■ INPUT MATERIAL ■
"""
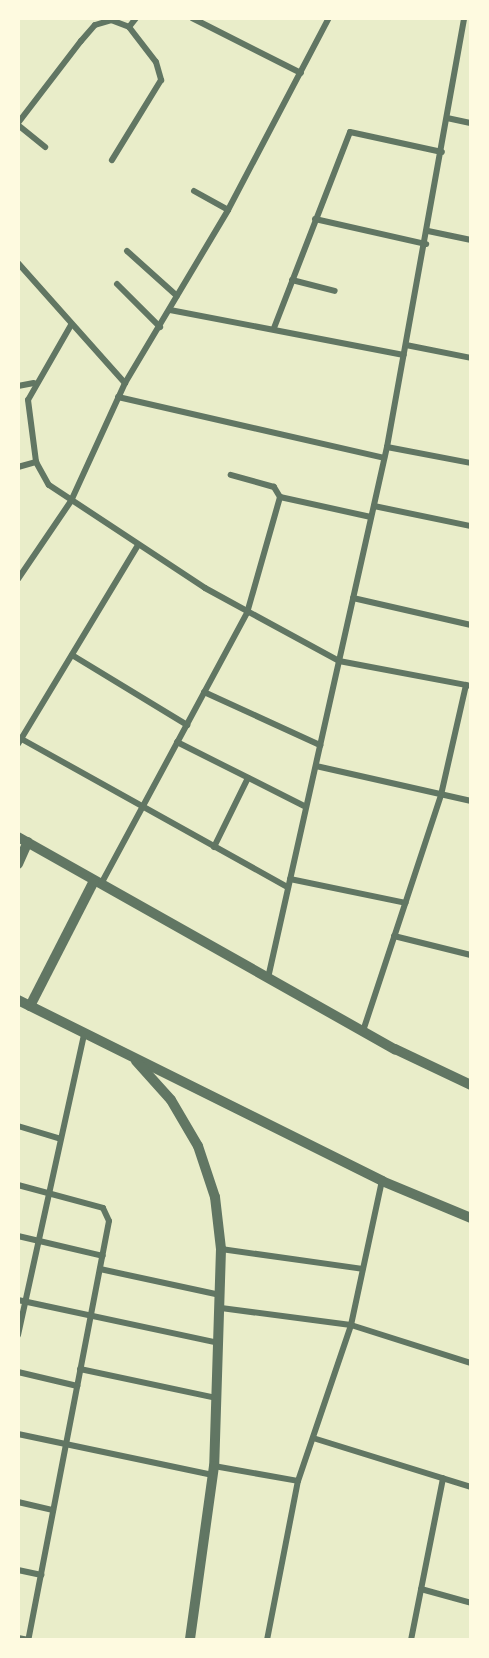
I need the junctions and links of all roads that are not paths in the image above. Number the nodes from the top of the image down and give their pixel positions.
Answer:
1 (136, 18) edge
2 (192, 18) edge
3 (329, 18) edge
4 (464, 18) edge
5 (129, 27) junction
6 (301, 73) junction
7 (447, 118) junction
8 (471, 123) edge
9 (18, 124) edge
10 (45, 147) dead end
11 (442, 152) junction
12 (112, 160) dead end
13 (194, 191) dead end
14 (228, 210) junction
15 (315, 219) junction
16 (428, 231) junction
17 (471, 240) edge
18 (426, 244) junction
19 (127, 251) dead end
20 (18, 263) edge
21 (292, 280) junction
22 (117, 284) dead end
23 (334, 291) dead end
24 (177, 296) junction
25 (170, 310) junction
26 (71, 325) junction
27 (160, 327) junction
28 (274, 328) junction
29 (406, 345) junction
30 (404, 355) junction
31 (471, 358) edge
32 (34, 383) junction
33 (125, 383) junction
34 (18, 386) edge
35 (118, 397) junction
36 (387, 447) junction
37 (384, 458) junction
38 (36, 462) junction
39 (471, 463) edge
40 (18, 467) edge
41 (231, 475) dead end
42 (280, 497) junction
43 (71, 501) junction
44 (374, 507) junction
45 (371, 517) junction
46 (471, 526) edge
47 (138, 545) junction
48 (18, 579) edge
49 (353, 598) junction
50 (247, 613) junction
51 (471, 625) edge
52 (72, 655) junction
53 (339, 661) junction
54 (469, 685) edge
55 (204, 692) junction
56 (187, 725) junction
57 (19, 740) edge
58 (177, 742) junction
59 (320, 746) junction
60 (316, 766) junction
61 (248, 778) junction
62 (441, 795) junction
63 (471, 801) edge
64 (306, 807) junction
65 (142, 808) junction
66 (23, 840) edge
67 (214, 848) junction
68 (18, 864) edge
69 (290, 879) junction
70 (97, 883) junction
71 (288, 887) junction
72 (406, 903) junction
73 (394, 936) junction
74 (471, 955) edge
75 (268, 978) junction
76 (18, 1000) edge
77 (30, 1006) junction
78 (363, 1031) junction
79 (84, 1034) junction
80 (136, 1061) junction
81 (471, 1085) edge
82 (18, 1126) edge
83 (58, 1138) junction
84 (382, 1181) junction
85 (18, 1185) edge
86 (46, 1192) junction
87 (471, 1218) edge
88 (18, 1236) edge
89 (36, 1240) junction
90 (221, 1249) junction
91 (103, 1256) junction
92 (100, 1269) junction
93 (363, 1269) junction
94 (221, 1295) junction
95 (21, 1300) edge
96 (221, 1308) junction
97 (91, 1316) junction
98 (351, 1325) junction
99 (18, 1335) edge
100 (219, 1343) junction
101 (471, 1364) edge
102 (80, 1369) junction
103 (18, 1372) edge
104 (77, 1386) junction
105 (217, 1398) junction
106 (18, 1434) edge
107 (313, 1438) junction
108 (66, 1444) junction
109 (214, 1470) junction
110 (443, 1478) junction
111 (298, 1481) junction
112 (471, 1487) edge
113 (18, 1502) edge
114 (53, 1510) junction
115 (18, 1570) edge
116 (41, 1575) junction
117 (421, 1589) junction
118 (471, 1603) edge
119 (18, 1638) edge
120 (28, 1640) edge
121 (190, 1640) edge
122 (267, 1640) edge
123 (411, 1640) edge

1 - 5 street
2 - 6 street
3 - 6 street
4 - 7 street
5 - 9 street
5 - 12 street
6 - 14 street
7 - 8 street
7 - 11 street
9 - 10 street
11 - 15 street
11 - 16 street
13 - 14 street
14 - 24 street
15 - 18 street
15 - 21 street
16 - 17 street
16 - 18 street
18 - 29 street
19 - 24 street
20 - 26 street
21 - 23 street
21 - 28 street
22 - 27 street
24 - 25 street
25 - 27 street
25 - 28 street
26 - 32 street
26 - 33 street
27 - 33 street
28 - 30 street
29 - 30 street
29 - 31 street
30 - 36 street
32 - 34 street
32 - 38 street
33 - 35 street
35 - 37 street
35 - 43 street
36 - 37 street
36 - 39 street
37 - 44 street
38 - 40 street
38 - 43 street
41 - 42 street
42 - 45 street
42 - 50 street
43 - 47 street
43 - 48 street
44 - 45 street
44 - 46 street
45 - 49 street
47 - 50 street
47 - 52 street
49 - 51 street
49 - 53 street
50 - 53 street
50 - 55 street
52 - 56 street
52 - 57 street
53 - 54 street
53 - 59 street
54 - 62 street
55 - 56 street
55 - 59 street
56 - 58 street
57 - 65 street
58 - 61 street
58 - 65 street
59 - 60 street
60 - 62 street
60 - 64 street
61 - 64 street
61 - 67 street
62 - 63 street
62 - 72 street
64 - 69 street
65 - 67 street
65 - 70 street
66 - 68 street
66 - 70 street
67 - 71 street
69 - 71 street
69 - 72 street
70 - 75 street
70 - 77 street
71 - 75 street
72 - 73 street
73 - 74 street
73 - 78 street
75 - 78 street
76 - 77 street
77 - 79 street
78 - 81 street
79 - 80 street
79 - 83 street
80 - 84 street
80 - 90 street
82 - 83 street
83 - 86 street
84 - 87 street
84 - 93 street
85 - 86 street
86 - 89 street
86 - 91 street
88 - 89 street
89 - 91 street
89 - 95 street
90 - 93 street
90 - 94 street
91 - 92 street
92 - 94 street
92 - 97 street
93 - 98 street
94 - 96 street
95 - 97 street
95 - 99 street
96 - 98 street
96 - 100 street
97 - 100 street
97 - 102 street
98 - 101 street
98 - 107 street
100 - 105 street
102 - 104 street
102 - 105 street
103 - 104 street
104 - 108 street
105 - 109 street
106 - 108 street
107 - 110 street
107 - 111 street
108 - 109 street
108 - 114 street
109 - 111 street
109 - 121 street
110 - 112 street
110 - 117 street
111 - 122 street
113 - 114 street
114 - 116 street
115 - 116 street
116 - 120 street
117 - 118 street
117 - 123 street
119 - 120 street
"""
■ PROBLEM TO WORK ON ■
Set down each entry above exactly as it appears. Omit the pictures.

■ ANSWER AREA ■
I need the junctions and links of all roads that are not paths in the image above. Number the nodes from the top of the image down and give their pixel positions.
Answer:
1 (136, 18) edge
2 (192, 18) edge
3 (329, 18) edge
4 (464, 18) edge
5 (129, 27) junction
6 (301, 73) junction
7 (447, 118) junction
8 (471, 123) edge
9 (18, 124) edge
10 (45, 147) dead end
11 (442, 152) junction
12 (112, 160) dead end
13 (194, 191) dead end
14 (228, 210) junction
15 (315, 219) junction
16 (428, 231) junction
17 (471, 240) edge
18 (426, 244) junction
19 (127, 251) dead end
20 (18, 263) edge
21 (292, 280) junction
22 (117, 284) dead end
23 (334, 291) dead end
24 (177, 296) junction
25 (170, 310) junction
26 (71, 325) junction
27 (160, 327) junction
28 (274, 328) junction
29 (406, 345) junction
30 (404, 355) junction
31 (471, 358) edge
32 (34, 383) junction
33 (125, 383) junction
34 (18, 386) edge
35 (118, 397) junction
36 (387, 447) junction
37 (384, 458) junction
38 (36, 462) junction
39 (471, 463) edge
40 (18, 467) edge
41 (231, 475) dead end
42 (280, 497) junction
43 (71, 501) junction
44 (374, 507) junction
45 (371, 517) junction
46 (471, 526) edge
47 (138, 545) junction
48 (18, 579) edge
49 (353, 598) junction
50 (247, 613) junction
51 (471, 625) edge
52 (72, 655) junction
53 (339, 661) junction
54 (469, 685) edge
55 (204, 692) junction
56 (187, 725) junction
57 (19, 740) edge
58 (177, 742) junction
59 (320, 746) junction
60 (316, 766) junction
61 (248, 778) junction
62 (441, 795) junction
63 (471, 801) edge
64 (306, 807) junction
65 (142, 808) junction
66 (23, 840) edge
67 (214, 848) junction
68 (18, 864) edge
69 (290, 879) junction
70 (97, 883) junction
71 (288, 887) junction
72 (406, 903) junction
73 (394, 936) junction
74 (471, 955) edge
75 (268, 978) junction
76 (18, 1000) edge
77 (30, 1006) junction
78 (363, 1031) junction
79 (84, 1034) junction
80 (136, 1061) junction
81 (471, 1085) edge
82 (18, 1126) edge
83 (58, 1138) junction
84 (382, 1181) junction
85 (18, 1185) edge
86 (46, 1192) junction
87 (471, 1218) edge
88 (18, 1236) edge
89 (36, 1240) junction
90 (221, 1249) junction
91 (103, 1256) junction
92 (100, 1269) junction
93 (363, 1269) junction
94 (221, 1295) junction
95 (21, 1300) edge
96 (221, 1308) junction
97 (91, 1316) junction
98 (351, 1325) junction
99 (18, 1335) edge
100 (219, 1343) junction
101 (471, 1364) edge
102 (80, 1369) junction
103 (18, 1372) edge
104 (77, 1386) junction
105 (217, 1398) junction
106 (18, 1434) edge
107 (313, 1438) junction
108 (66, 1444) junction
109 (214, 1470) junction
110 (443, 1478) junction
111 (298, 1481) junction
112 (471, 1487) edge
113 (18, 1502) edge
114 (53, 1510) junction
115 (18, 1570) edge
116 (41, 1575) junction
117 (421, 1589) junction
118 (471, 1603) edge
119 (18, 1638) edge
120 (28, 1640) edge
121 (190, 1640) edge
122 (267, 1640) edge
123 (411, 1640) edge

1 - 5 street
2 - 6 street
3 - 6 street
4 - 7 street
5 - 9 street
5 - 12 street
6 - 14 street
7 - 8 street
7 - 11 street
9 - 10 street
11 - 15 street
11 - 16 street
13 - 14 street
14 - 24 street
15 - 18 street
15 - 21 street
16 - 17 street
16 - 18 street
18 - 29 street
19 - 24 street
20 - 26 street
21 - 23 street
21 - 28 street
22 - 27 street
24 - 25 street
25 - 27 street
25 - 28 street
26 - 32 street
26 - 33 street
27 - 33 street
28 - 30 street
29 - 30 street
29 - 31 street
30 - 36 street
32 - 34 street
32 - 38 street
33 - 35 street
35 - 37 street
35 - 43 street
36 - 37 street
36 - 39 street
37 - 44 street
38 - 40 street
38 - 43 street
41 - 42 street
42 - 45 street
42 - 50 street
43 - 47 street
43 - 48 street
44 - 45 street
44 - 46 street
45 - 49 street
47 - 50 street
47 - 52 street
49 - 51 street
49 - 53 street
50 - 53 street
50 - 55 street
52 - 56 street
52 - 57 street
53 - 54 street
53 - 59 street
54 - 62 street
55 - 56 street
55 - 59 street
56 - 58 street
57 - 65 street
58 - 61 street
58 - 65 street
59 - 60 street
60 - 62 street
60 - 64 street
61 - 64 street
61 - 67 street
62 - 63 street
62 - 72 street
64 - 69 street
65 - 67 street
65 - 70 street
66 - 68 street
66 - 70 street
67 - 71 street
69 - 71 street
69 - 72 street
70 - 75 street
70 - 77 street
71 - 75 street
72 - 73 street
73 - 74 street
73 - 78 street
75 - 78 street
76 - 77 street
77 - 79 street
78 - 81 street
79 - 80 street
79 - 83 street
80 - 84 street
80 - 90 street
82 - 83 street
83 - 86 street
84 - 87 street
84 - 93 street
85 - 86 street
86 - 89 street
86 - 91 street
88 - 89 street
89 - 91 street
89 - 95 street
90 - 93 street
90 - 94 street
91 - 92 street
92 - 94 street
92 - 97 street
93 - 98 street
94 - 96 street
95 - 97 street
95 - 99 street
96 - 98 street
96 - 100 street
97 - 100 street
97 - 102 street
98 - 101 street
98 - 107 street
100 - 105 street
102 - 104 street
102 - 105 street
103 - 104 street
104 - 108 street
105 - 109 street
106 - 108 street
107 - 110 street
107 - 111 street
108 - 109 street
108 - 114 street
109 - 111 street
109 - 121 street
110 - 112 street
110 - 117 street
111 - 122 street
113 - 114 street
114 - 116 street
115 - 116 street
116 - 120 street
117 - 118 street
117 - 123 street
119 - 120 street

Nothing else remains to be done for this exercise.